To make the solution more efficient, we can use a two-pointer approach: one pointer starting from the left and another from the right. Each pointer moves towards the center, skipping non-vowel characters. When both pointers are at vowels, we swap them. This way, we reverse the vowels in-place without extra space for the vowels themselves.

This two-pointer method is a common optimization whenever we need to reverse or process elements from both ends of a sequence, especially when only certain elements (like vowels) need to be considered.

Solution Approach

• Step 1: Identify vowels.
  We need a quick way to check if a character is a vowel. Using a set of vowels (both lowercase and uppercase) allows us to check membership in constant time.
• Step 2: Convert the string to a list/array.
  Since strings are immutable in many languages, we convert the string to a list or array to allow swapping characters in place.
• Step 3: Initialize two pointers.
  Set one pointer (left) at the beginning of the list and the other (right) at the end.
• Step 4: Move the pointers towards each other.
  Increment left until it points to a vowel. Decrement right until it points to a vowel.
• Step 5: Swap vowels.
  If both pointers are at vowels, swap the characters at left and right. Then move both pointers inward (left++, right--).
• Step 6: Repeat.
  Continue the process until left is no longer less than right.
• Step 7: Return the result.
  Convert the list/array back to a string and return it.

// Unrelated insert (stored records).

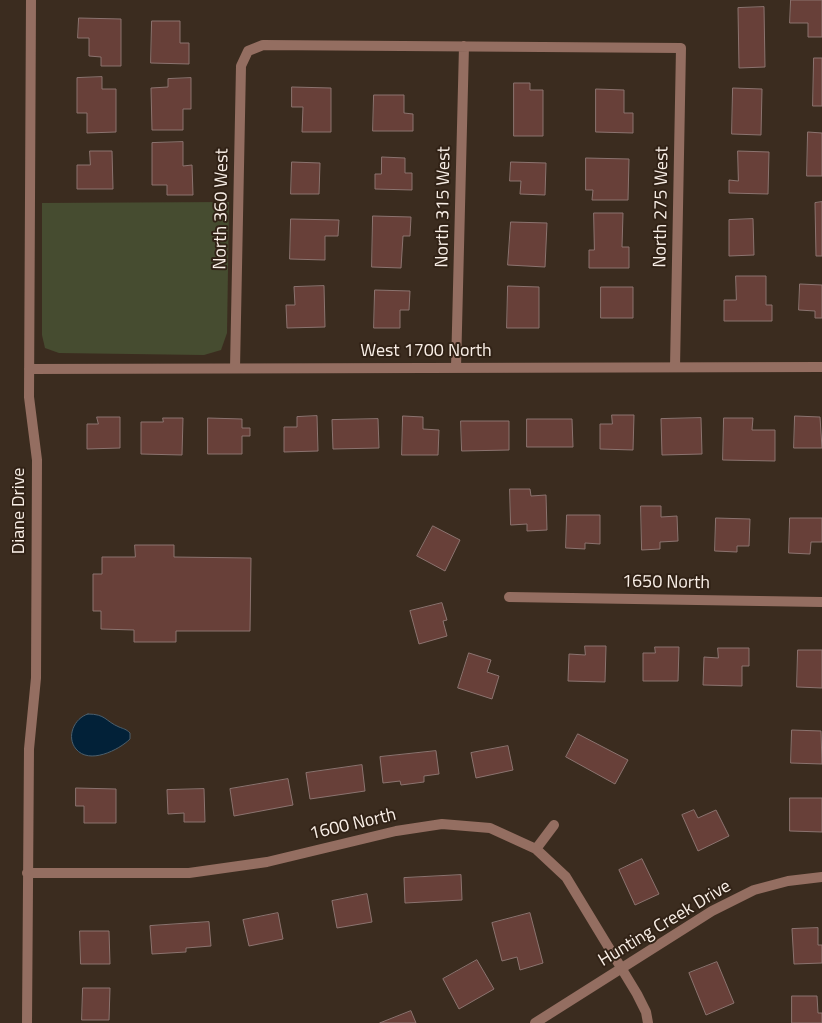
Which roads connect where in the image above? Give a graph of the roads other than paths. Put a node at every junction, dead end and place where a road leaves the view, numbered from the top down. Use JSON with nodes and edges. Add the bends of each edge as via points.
{"nodes":[{"id":1,"x":31,"y":0,"type":"edge"},
{"id":2,"x":464,"y":46,"type":"junction"},
{"id":3,"x":675,"y":367,"type":"junction"},
{"id":4,"x":822,"y":367,"type":"edge"},
{"id":5,"x":235,"y":368,"type":"junction"},
{"id":6,"x":456,"y":368,"type":"junction"},
{"id":7,"x":30,"y":369,"type":"junction"},
{"id":8,"x":509,"y":597,"type":"dead end"},
{"id":9,"x":822,"y":602,"type":"edge"},
{"id":10,"x":554,"y":825,"type":"dead end"},
{"id":11,"x":536,"y":849,"type":"junction"},
{"id":12,"x":27,"y":873,"type":"junction"},
{"id":13,"x":822,"y":877,"type":"edge"},
{"id":14,"x":621,"y":968,"type":"junction"},
{"id":15,"x":27,"y":1023,"type":"edge"},
{"id":16,"x":535,"y":1023,"type":"edge"},
{"id":17,"x":648,"y":1023,"type":"edge"}],
"edges":[{"from":1,"to":7,"type":"street","name":"Diane Drive"},
{"from":2,"to":3,"type":"street","name":"North 275 West","via":[[681,48]]},
{"from":2,"to":5,"type":"street","name":"North 360 West","via":[[263,45],[248,51],[241,66]]},
{"from":2,"to":6,"type":"street","name":"North 315 West"},
{"from":3,"to":4,"type":"street","name":"West 1700 North"},
{"from":3,"to":6,"type":"street","name":"West 1700 North"},
{"from":5,"to":6,"type":"street","name":"West 1700 North"},
{"from":5,"to":7,"type":"street","name":"West 1700 North"},
{"from":7,"to":12,"type":"street","name":"Diane Drive","via":[[29,397],[37,460],[36,678],[29,749]]},
{"from":8,"to":9,"type":"street","name":"1650 North"},
{"from":10,"to":11,"type":"street"},
{"from":11,"to":12,"type":"street","name":"1600 North","via":[[490,828],[442,824],[396,831],[267,862],[189,873]]},
{"from":11,"to":14,"type":"street","name":"1600 North","via":[[566,877]]},
{"from":12,"to":15,"type":"street","name":"Diane Drive"},
{"from":13,"to":14,"type":"street","name":"Hunting Creek Drive","via":[[754,890],[712,911]]},
{"from":14,"to":16,"type":"street","name":"Hunting Creek Drive"},
{"from":14,"to":17,"type":"street","name":"1600 North","via":[[646,1012]]}]}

This approach ensures that only vowels are reversed, and all other characters remain in their original positions. The use of a set for vowels and two pointers makes the solution both time and space efficient.

Example Walkthrough

Input: "hello"
Step-by-step:

1. Convert to list: ['h', 'e', 'l', 'l', 'o']
2. left starts at index 0 ('h'), right at index 4 ('o').
3. 'h' is not a vowel. Move left to index 1 ('e').
4. 'o' is a vowel. Now both left (index 1) and right (index 4) are at vowels.
5. Swap 'e' and 'o': ['h', 'o', 'l', 'l', 'e']
6. Move left to 2, right to 3. Both 'l' (not vowels), so move pointers again.
7. Now left (2) > right (3), so stop.
8. Join the list back: "holle"

Time and Space Complexity

• Brute-force approach:
  - Collect vowels in a list (O(n)), reverse (O(n)), replace vowels in string (O(n)).
  - Time Complexity: O(n)
  - Space Complexity: O(n) for the list of vowels.
• Optimized two-pointer approach:
  - Each character is visited at most twice (once by each pointer).
  - Swapping is O(1), and using a set for vowels makes lookup O(1).
  - Time Complexity: O(n), where n is the length of the string.
  - Space Complexity: O(n) for the character list/array (required for mutability), but no extra space proportional to the number of vowels.

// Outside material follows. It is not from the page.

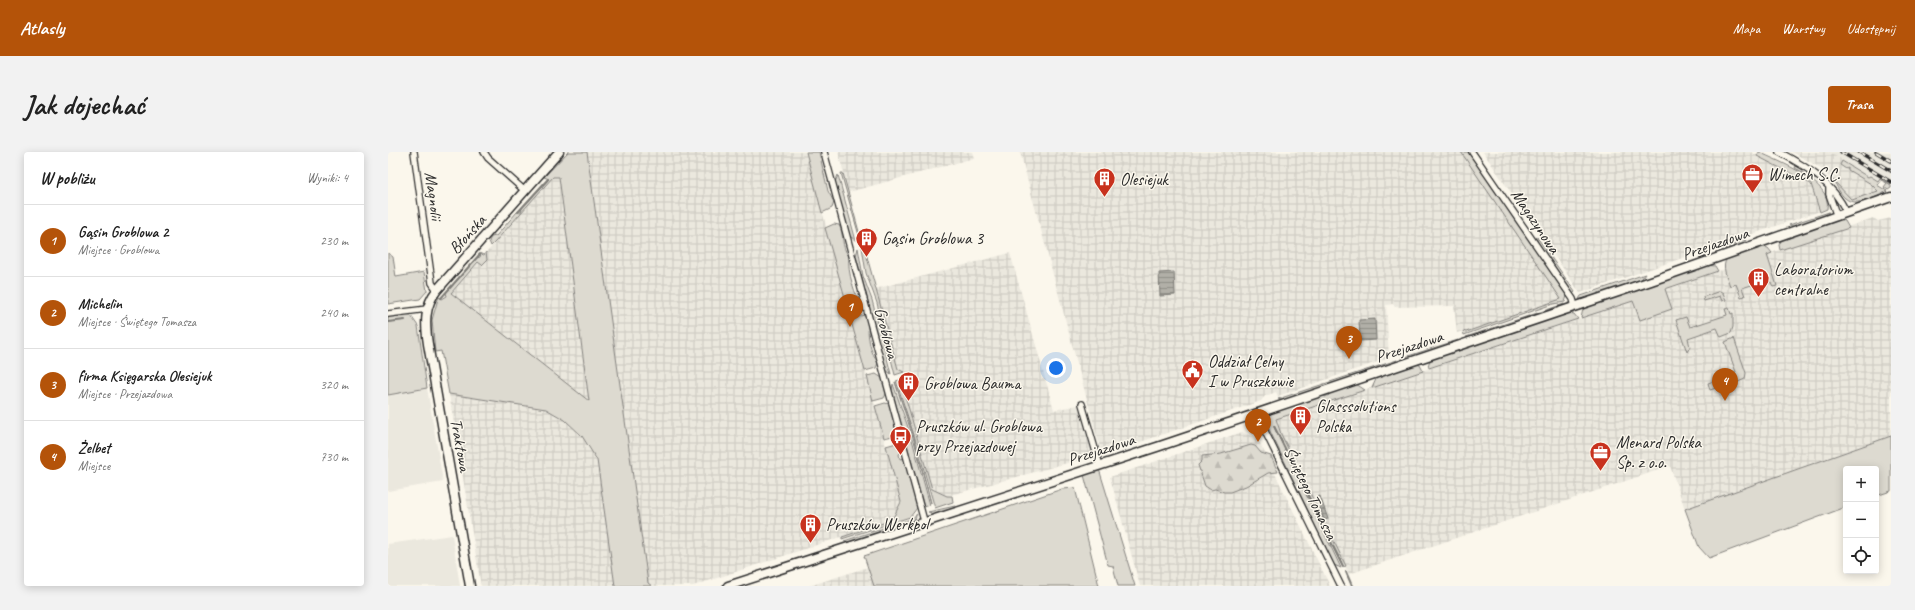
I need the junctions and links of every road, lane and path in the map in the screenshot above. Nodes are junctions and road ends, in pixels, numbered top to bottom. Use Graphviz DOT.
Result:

In summary, both approaches are linear in time, but the two-pointer method is more space-efficient regarding extra storage for vowels.

Summary

The "Reverse Vowels of a String" problem is elegantly solved using a two-pointer approach. By scanning from both ends and swapping only vowels, we efficiently reverse the vowels in-place without disturbing other characters. The key insights are using a set for fast vowel lookup and pointers to minimize unnecessary work. This method is efficient, simple, and easy to understand, making it a great example of how two-pointer techniques can optimize string manipulation tasks.